Quatrième de couverture« Lundi 1. C'est l'odeur qui m'a réveillé, bizarre, m'arrachant à ma plongée profonde pour me ramener vers la surface de ma conscience. Je veux dire que je me suis réveillé avec une odeur dans les narines, incongrue, et qu'à ce seul indice je me suis souvenu de tout, tout de suite. Une odeur de pharmacopée, donc d'hôpital, vous sentez ce que je veux dire ? A ce moment précis, je me suis senti étrangement gêné aux entournures. Alors j'ai juste voulu déplacer un peu les draps, bouger la main.

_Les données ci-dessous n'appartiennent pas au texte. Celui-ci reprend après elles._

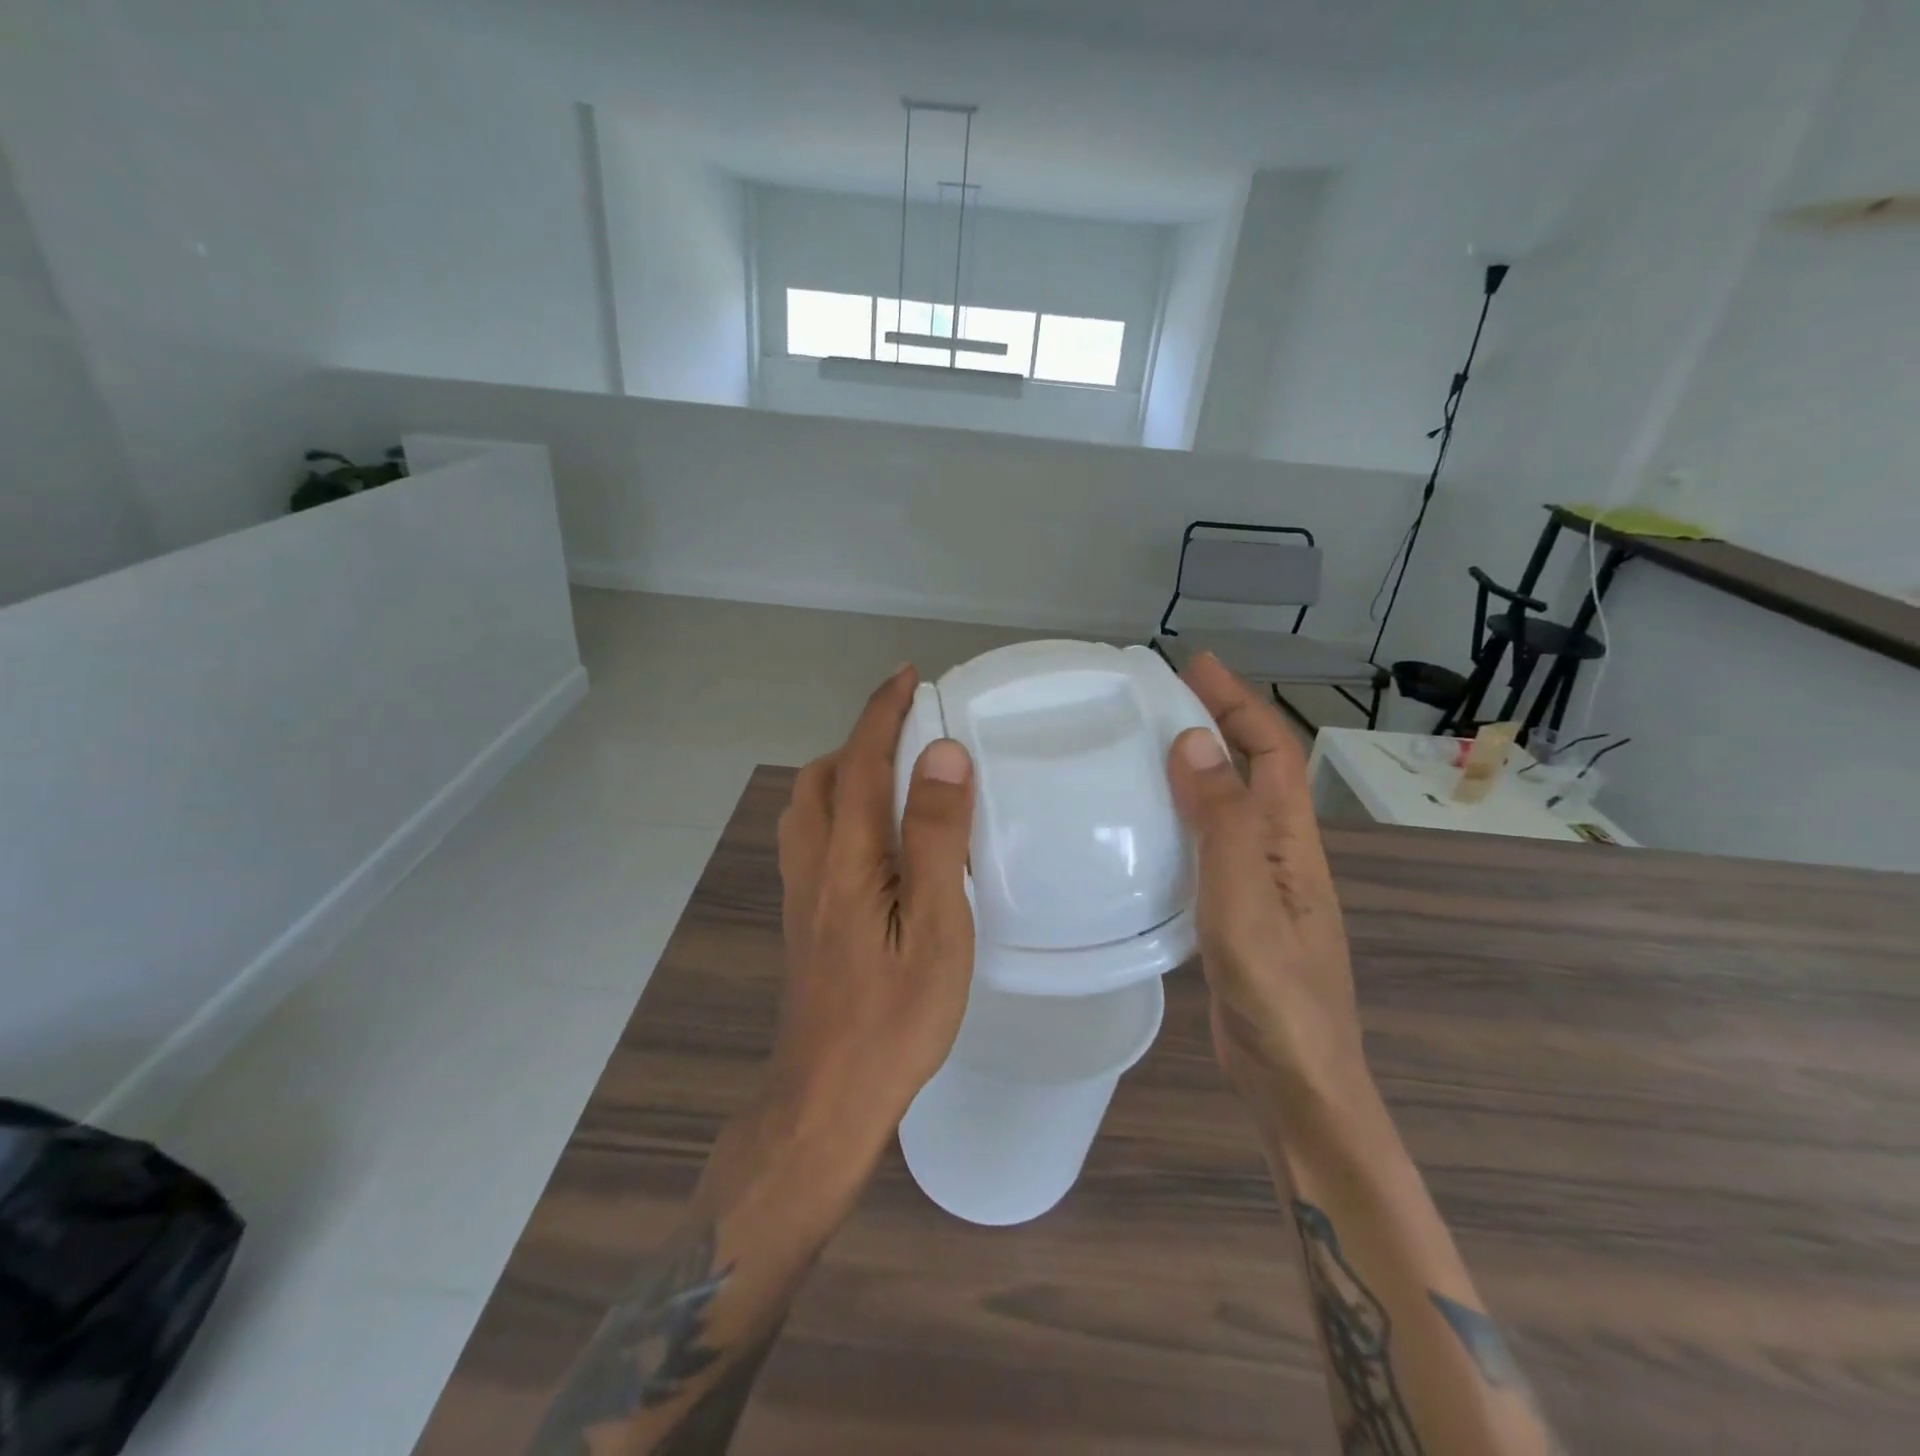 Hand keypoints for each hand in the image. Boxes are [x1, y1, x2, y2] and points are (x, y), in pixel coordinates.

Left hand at [768, 666, 976, 1168]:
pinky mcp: (803, 919)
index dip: (883, 712)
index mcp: (847, 857)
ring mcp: (801, 893)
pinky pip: (813, 838)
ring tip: (894, 778)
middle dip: (860, 739)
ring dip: (844, 773)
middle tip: (909, 734)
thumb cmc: (894, 1017)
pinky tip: (874, 840)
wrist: (827, 1096)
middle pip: (822, 777)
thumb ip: (936, 838)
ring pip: (809, 808)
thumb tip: (941, 756)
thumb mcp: (935, 927)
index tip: (907, 676)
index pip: (861, 761)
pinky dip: (839, 810)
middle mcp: (813, 863)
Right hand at [1164, 654, 1370, 1116]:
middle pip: (1256, 772)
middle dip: (1219, 724)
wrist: (1296, 1083)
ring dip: (1200, 768)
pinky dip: (1184, 817)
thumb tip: (1195, 743)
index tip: (1194, 666)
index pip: (1272, 752)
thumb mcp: (1245, 901)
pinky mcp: (1237, 914)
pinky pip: (1210, 845)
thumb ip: (1223, 823)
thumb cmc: (1275, 993)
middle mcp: (1281, 855)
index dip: (1238, 703)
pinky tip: (1149, 826)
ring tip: (1146, 748)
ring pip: (1231, 808)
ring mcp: (1261, 887)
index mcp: (1291, 843)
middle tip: (1161, 698) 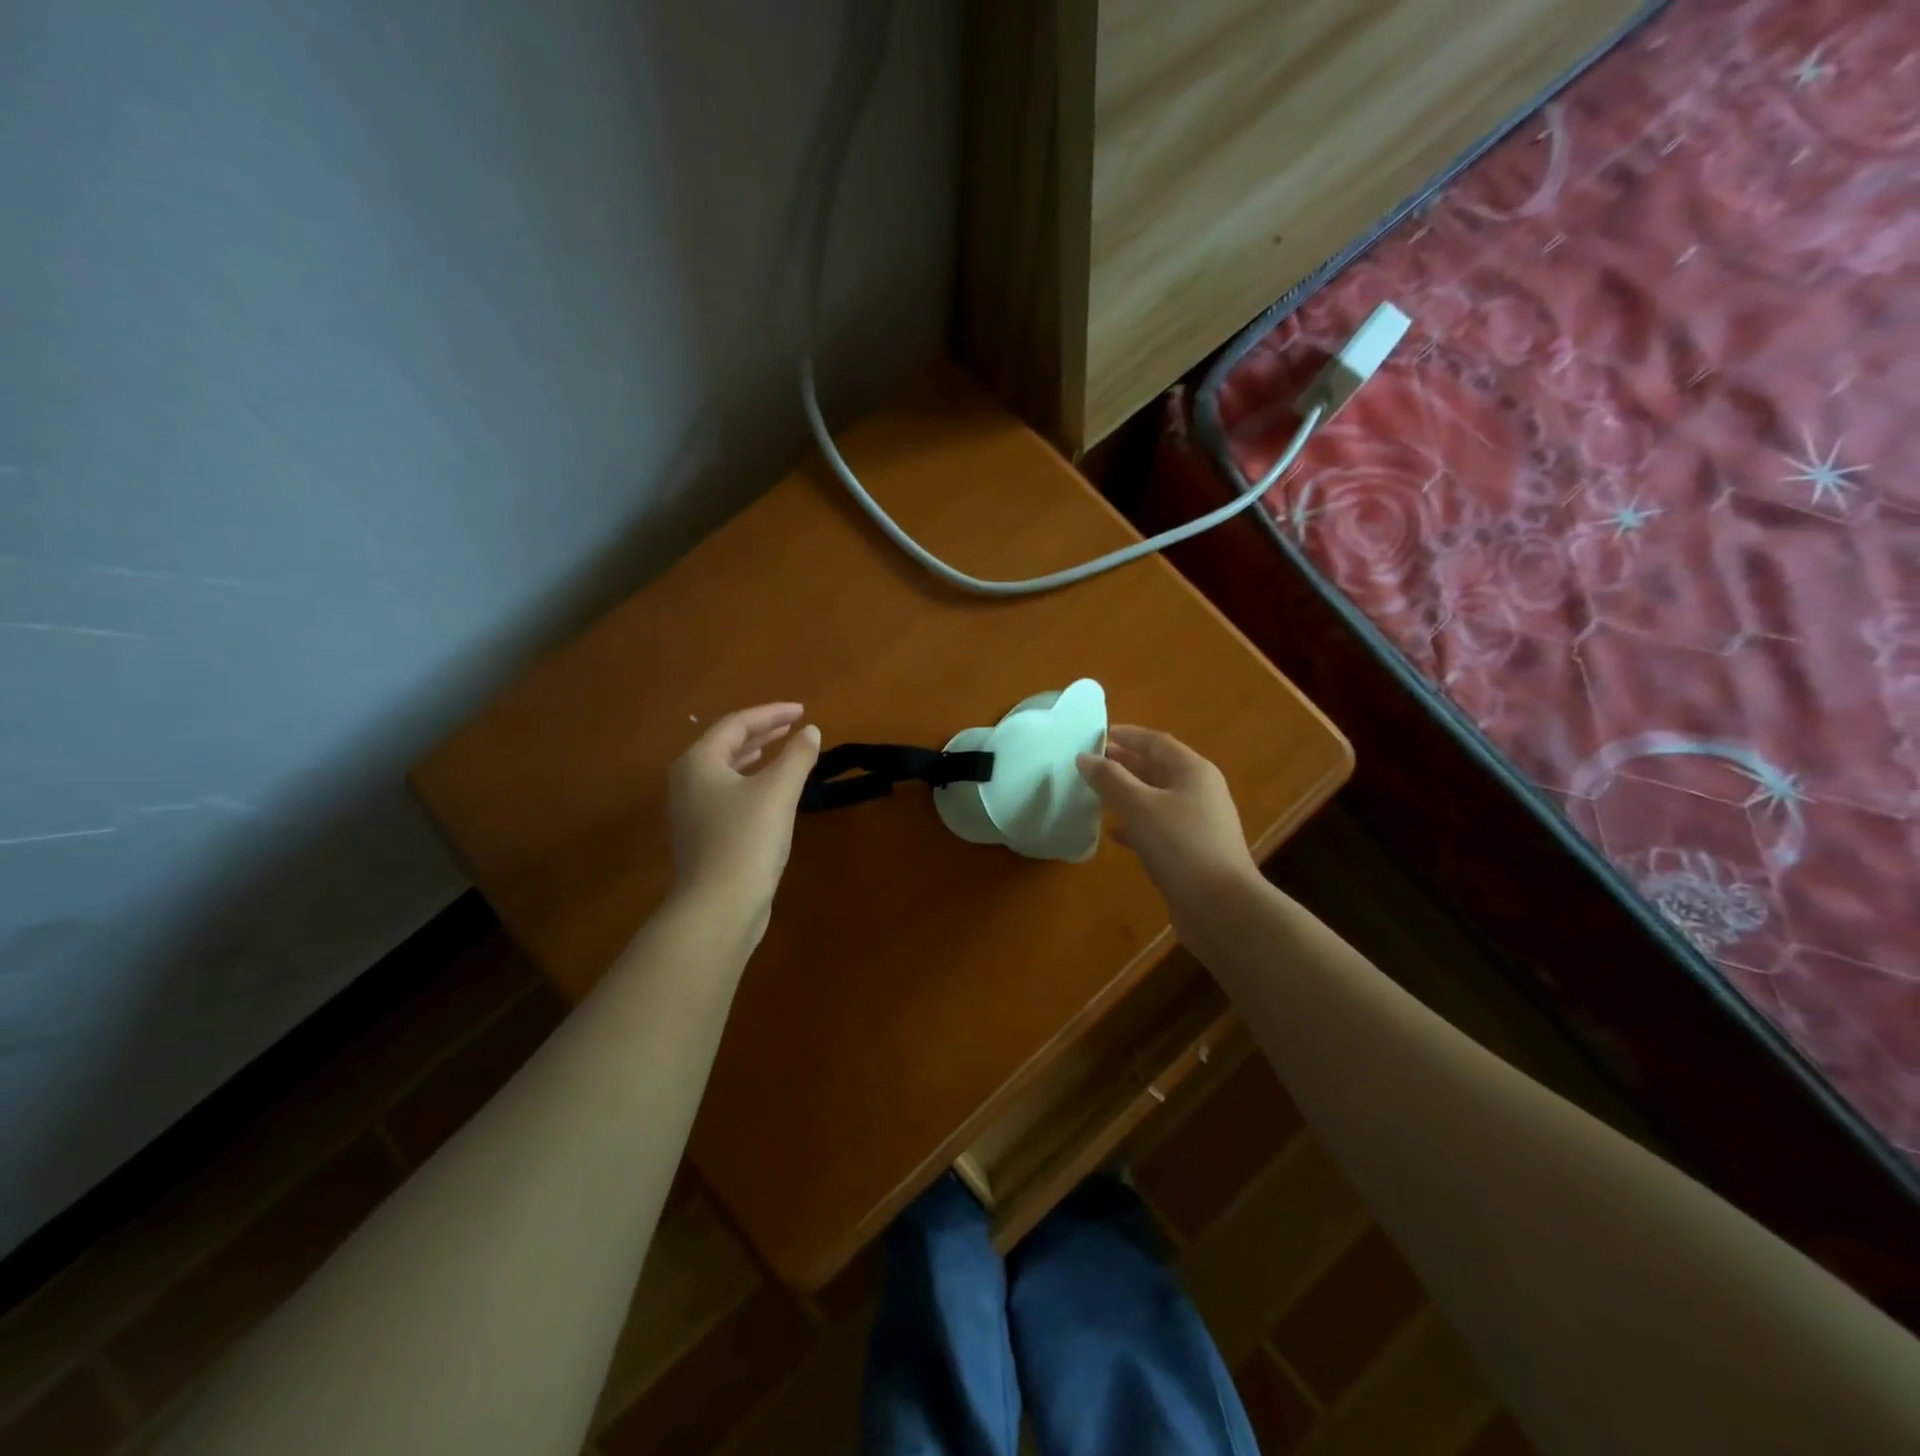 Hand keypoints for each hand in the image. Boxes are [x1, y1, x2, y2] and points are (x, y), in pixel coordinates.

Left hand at [667, 704, 821, 927]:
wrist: (719, 906)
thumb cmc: (747, 839)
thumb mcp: (778, 791)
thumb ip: (797, 756)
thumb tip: (811, 731)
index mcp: (699, 762)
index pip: (736, 724)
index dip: (771, 713)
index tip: (803, 711)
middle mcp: (687, 781)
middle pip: (726, 745)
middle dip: (762, 732)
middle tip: (794, 725)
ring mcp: (691, 811)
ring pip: (725, 771)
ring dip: (755, 757)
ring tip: (782, 749)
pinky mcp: (702, 836)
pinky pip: (727, 794)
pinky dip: (750, 782)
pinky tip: (770, 792)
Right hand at [1076, 726, 1258, 911]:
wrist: (1220, 906)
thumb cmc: (1180, 845)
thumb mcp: (1139, 806)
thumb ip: (1110, 779)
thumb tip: (1084, 757)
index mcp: (1192, 771)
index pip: (1156, 742)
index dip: (1126, 735)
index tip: (1095, 736)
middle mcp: (1199, 790)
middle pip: (1158, 768)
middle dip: (1124, 764)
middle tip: (1091, 764)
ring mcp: (1198, 822)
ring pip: (1156, 798)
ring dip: (1127, 794)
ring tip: (1095, 794)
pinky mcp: (1191, 851)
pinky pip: (1159, 827)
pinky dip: (1136, 824)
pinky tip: (1114, 833) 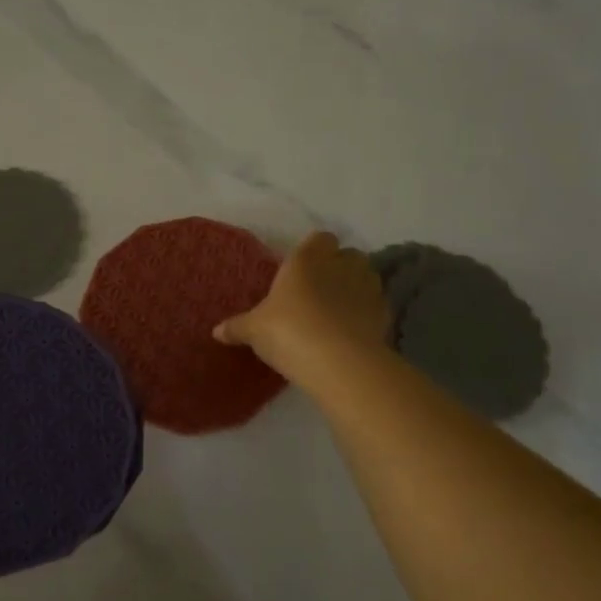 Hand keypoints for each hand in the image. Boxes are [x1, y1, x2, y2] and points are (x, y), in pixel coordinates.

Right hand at [214, 231, 389, 389]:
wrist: (337, 362)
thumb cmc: (288, 331)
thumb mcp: (254, 330)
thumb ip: (237, 327)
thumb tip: (216, 332)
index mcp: (307, 259)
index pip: (320, 238)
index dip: (314, 250)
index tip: (303, 269)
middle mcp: (340, 265)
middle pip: (347, 255)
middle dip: (338, 268)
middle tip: (319, 291)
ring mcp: (367, 287)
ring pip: (366, 277)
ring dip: (355, 288)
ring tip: (338, 311)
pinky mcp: (384, 313)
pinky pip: (375, 305)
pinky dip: (366, 314)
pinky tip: (352, 332)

Et là, plus rien, nada, comme si je n'avais plus de mains » Extrait de
Mon Journal Mental.
Pas tout à fait mort... pas complètement vivant... les héros de Jean-Michel Calvez dansent avec la Faucheuse d'un côté ou de l'autre de la vie. Une danse colorée et changeante ! Les sept textes de ce recueil fantastique abordent la mort avec des approches étonnantes, parfois légères, parfois graves, mélange de drame et d'ironie. Et quand ils s'éloignent du grand final de la vie, c'est pour mieux sculpter les corps et explorer les âmes des artistes.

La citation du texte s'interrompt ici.